I need every line of the material below that includes the string "index".

### EXTRACTED INFORMATION
>>>>
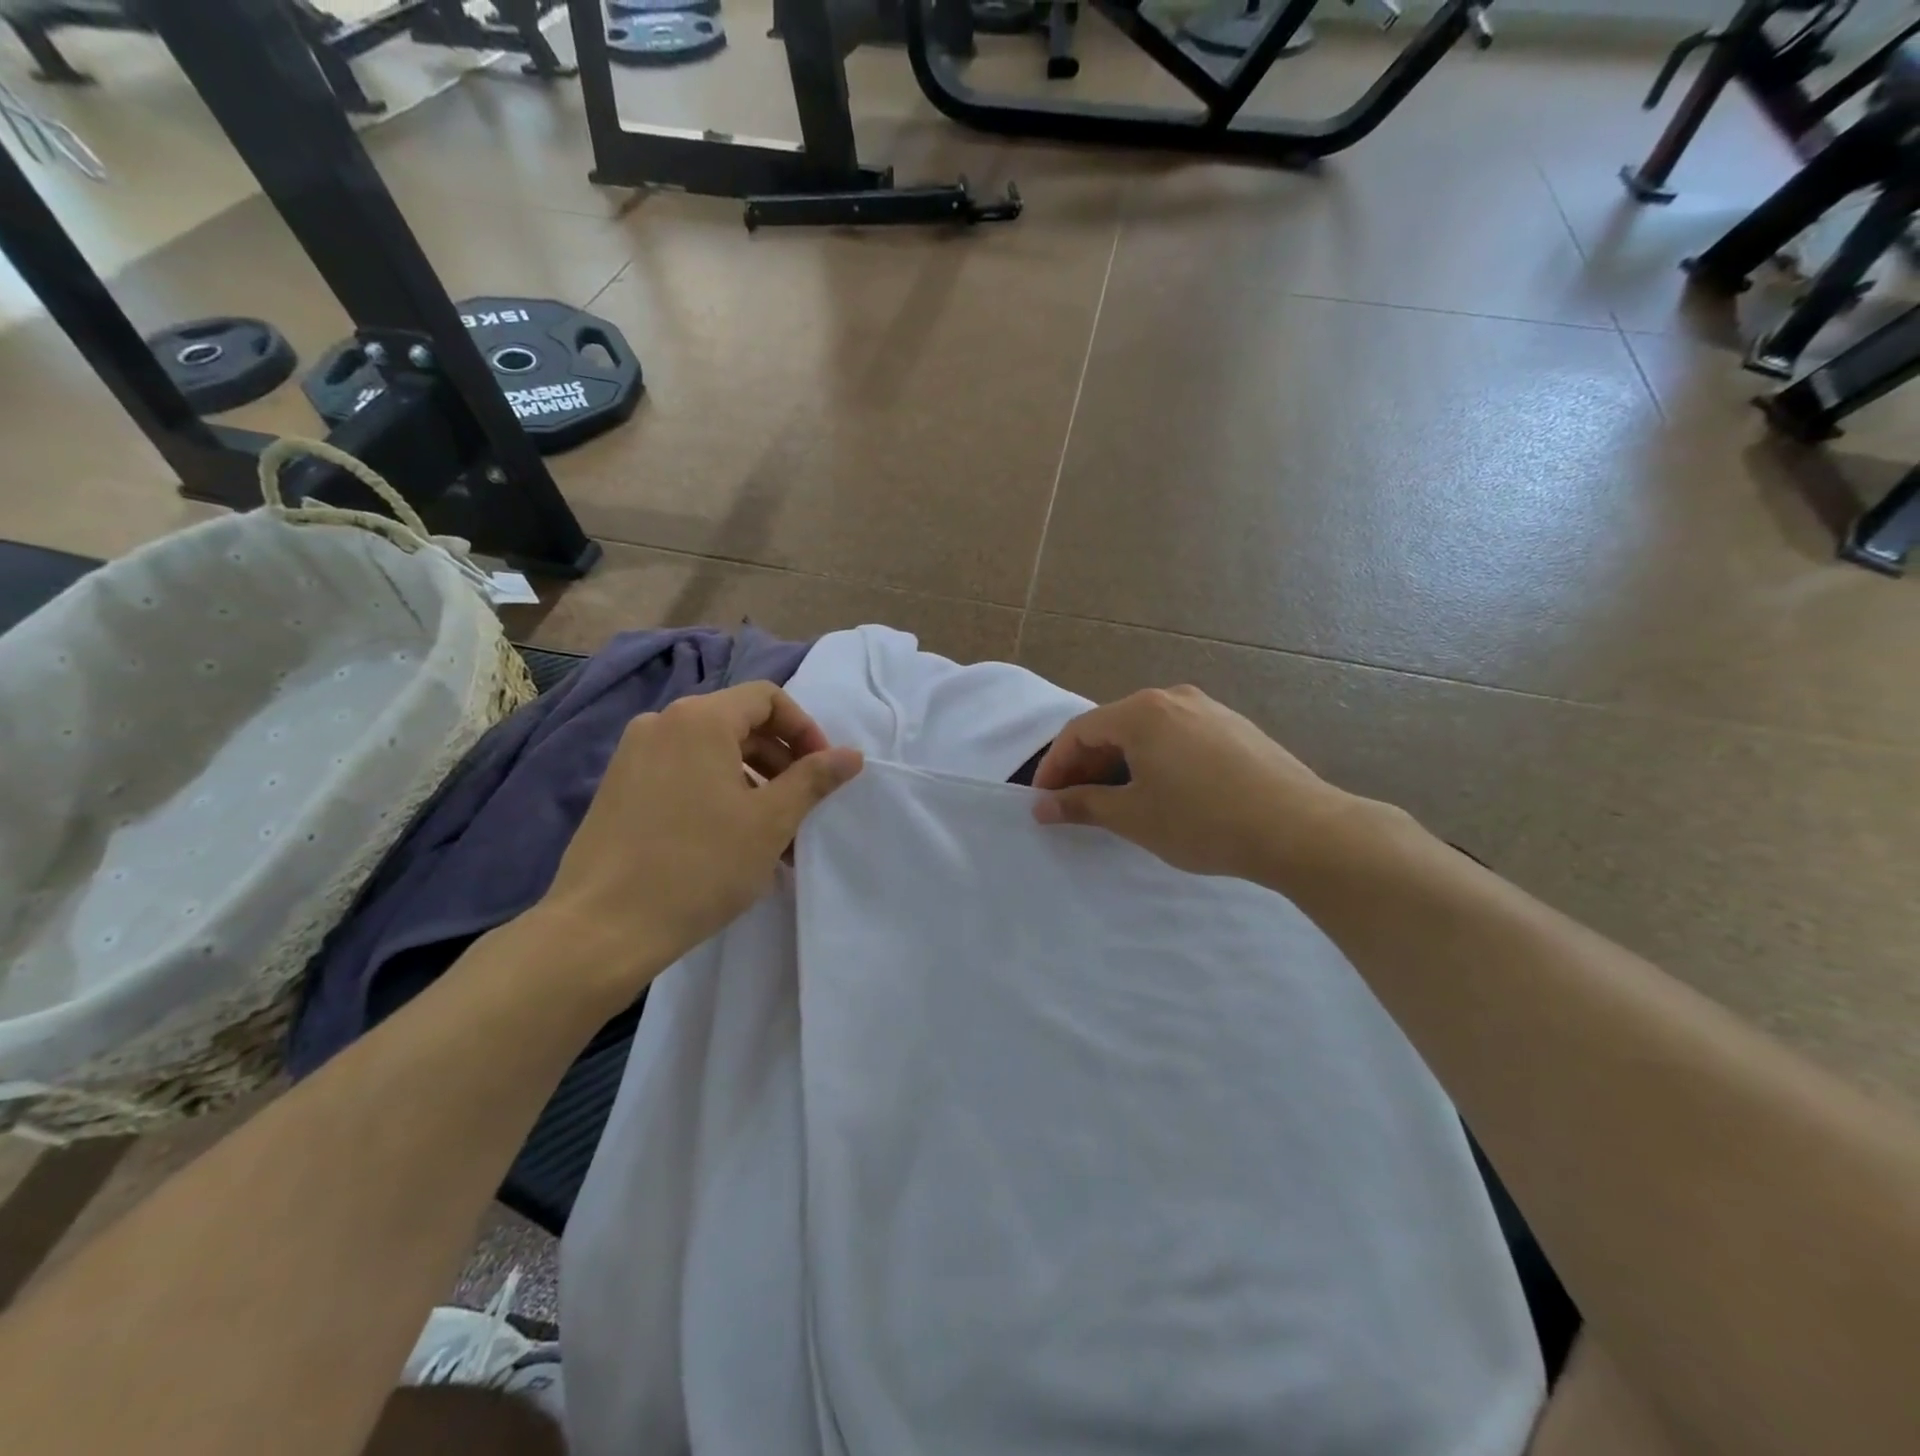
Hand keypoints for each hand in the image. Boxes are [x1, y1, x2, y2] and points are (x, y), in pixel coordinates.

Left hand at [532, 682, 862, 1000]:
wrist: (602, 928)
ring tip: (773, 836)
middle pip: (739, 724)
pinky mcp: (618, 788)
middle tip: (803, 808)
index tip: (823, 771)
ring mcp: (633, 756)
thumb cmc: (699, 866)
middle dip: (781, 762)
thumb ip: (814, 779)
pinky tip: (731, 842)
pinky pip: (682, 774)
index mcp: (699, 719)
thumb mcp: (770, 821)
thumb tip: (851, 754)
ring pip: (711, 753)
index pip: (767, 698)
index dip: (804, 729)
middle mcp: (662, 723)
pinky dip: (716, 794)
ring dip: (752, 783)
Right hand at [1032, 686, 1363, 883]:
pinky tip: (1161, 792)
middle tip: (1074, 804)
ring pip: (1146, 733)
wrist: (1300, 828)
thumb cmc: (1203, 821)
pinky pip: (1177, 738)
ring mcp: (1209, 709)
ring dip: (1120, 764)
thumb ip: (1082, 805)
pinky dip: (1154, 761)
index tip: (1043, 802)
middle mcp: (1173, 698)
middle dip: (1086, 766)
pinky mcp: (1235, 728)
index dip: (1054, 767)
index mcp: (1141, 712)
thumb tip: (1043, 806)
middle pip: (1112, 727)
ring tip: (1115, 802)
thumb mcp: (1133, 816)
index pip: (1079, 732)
<<<<
### EXERCISE ANSWER
index tip: (823, 771)
index mcp: (699, 719)
index pip: (767, 698)
index dip: (804, 729)
index tip: (1043, 802)
index dip: (1054, 767)
index mcp: (1141, 712)
index pip: (1079, 732)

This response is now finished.